Companion animals symposium: role of microbes in canine and feline health

Whether in an ocean reef, a landfill, or a gastrointestinal tract (GIT), invisible communities of highly active and adaptable microbes prosper. Over time, mammals have developed a symbiosis with microbes that are important inhabitants not only in the GIT, but also in the mouth, skin, and urogenital tract. In the GIT, the number of commensal microbes exceeds the total number of host cells by at least 10 times. The GIT microbes play a critical role in nutritional, developmental, defensive, and physiologic processes in the host. Recent evidence also suggests a role of GIT microbes in metabolic phenotype and disease risk (e.g., obesity, metabolic syndrome) of the host. Proper balance is a key to maintaining GIT health. Balanced microbial colonization is also important for other body regions such as the oral cavity, the region with the greatest prevalence of disease in dogs and cats.

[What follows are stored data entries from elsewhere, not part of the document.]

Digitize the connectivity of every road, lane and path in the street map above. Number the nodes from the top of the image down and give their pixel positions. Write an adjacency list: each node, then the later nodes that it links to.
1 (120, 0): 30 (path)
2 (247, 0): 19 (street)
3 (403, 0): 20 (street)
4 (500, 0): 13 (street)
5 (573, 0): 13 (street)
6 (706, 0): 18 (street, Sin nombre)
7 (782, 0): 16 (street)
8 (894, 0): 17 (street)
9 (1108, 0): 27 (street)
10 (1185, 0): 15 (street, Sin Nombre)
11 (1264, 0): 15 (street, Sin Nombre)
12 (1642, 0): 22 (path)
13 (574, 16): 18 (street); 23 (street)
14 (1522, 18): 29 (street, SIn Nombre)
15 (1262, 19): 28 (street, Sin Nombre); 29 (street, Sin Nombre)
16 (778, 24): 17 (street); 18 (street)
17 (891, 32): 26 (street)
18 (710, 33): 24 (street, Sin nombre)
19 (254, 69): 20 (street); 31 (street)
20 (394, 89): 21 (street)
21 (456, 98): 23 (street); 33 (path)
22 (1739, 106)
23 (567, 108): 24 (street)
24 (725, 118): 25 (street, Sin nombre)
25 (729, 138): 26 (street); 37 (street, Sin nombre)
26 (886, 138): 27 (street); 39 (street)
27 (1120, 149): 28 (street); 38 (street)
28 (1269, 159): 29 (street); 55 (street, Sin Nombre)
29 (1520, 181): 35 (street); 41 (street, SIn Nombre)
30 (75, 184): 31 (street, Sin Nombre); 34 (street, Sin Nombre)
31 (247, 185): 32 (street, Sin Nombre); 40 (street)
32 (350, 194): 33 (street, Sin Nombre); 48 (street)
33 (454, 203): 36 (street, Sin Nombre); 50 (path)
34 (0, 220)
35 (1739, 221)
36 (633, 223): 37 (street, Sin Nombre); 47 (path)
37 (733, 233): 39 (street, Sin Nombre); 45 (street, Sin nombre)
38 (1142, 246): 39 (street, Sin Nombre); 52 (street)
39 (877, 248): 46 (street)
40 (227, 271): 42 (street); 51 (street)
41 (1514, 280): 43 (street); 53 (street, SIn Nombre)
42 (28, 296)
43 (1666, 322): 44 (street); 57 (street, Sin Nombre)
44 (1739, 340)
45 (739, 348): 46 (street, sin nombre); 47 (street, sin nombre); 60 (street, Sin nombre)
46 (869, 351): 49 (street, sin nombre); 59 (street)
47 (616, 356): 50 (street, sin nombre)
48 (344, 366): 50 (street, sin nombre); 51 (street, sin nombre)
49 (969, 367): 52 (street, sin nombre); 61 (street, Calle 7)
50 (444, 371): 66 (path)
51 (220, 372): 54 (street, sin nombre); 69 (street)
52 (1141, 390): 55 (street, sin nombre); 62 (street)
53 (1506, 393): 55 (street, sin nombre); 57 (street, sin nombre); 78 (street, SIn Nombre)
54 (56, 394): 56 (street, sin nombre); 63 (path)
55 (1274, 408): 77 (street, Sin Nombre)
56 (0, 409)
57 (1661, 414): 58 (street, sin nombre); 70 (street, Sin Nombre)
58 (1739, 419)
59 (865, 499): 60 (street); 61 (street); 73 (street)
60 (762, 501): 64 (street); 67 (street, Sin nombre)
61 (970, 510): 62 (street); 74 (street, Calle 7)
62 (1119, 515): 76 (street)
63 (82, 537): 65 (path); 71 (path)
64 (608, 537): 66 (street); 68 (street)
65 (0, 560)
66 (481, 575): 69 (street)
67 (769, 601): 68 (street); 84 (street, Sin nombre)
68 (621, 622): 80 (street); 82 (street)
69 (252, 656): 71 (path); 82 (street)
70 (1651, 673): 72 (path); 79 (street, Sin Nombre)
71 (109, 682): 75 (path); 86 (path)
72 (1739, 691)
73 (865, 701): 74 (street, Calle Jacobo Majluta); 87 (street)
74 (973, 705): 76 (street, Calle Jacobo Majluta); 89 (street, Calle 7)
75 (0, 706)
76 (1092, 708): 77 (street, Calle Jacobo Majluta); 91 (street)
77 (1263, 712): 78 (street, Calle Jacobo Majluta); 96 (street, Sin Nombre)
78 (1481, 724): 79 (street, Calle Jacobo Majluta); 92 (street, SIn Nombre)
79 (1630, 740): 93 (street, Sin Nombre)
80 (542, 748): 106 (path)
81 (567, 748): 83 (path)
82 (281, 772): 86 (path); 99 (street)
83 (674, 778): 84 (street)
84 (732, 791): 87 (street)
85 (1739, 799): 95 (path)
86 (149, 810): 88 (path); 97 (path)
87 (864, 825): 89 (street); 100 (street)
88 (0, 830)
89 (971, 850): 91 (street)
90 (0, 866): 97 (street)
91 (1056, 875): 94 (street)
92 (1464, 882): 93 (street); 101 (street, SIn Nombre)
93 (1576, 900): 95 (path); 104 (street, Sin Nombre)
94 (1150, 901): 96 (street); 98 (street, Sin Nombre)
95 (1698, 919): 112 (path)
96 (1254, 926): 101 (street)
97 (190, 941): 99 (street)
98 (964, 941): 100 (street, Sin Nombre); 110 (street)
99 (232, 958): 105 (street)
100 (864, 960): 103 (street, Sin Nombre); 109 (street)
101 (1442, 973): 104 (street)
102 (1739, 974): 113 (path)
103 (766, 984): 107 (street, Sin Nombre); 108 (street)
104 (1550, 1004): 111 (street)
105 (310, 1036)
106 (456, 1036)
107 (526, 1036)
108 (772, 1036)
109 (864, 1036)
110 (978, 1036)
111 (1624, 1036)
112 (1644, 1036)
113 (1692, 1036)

A significant obstruction to studying microbial populations has been the lack of tools to identify and quantify microbial communities accurately and efficiently. Most of the current knowledge of microbial populations has been established by traditional cultivation methods that are not only laborious, time-consuming, and often inaccurate, but also greatly limited in scope. However, recent advances in molecular-based techniques have resulted in a dramatic improvement in studying microbial communities. These DNA-based high-throughput technologies have enabled us to more clearly characterize the identity and metabolic activity of microbes living in the host and their association with health and diseases. Despite this recent progress, however, published data pertaining to microbial communities of dogs and cats are still lacking in comparison with data in humans and other animals. More research is required to provide a more detailed description of the canine and feline microbiome and its role in health and disease.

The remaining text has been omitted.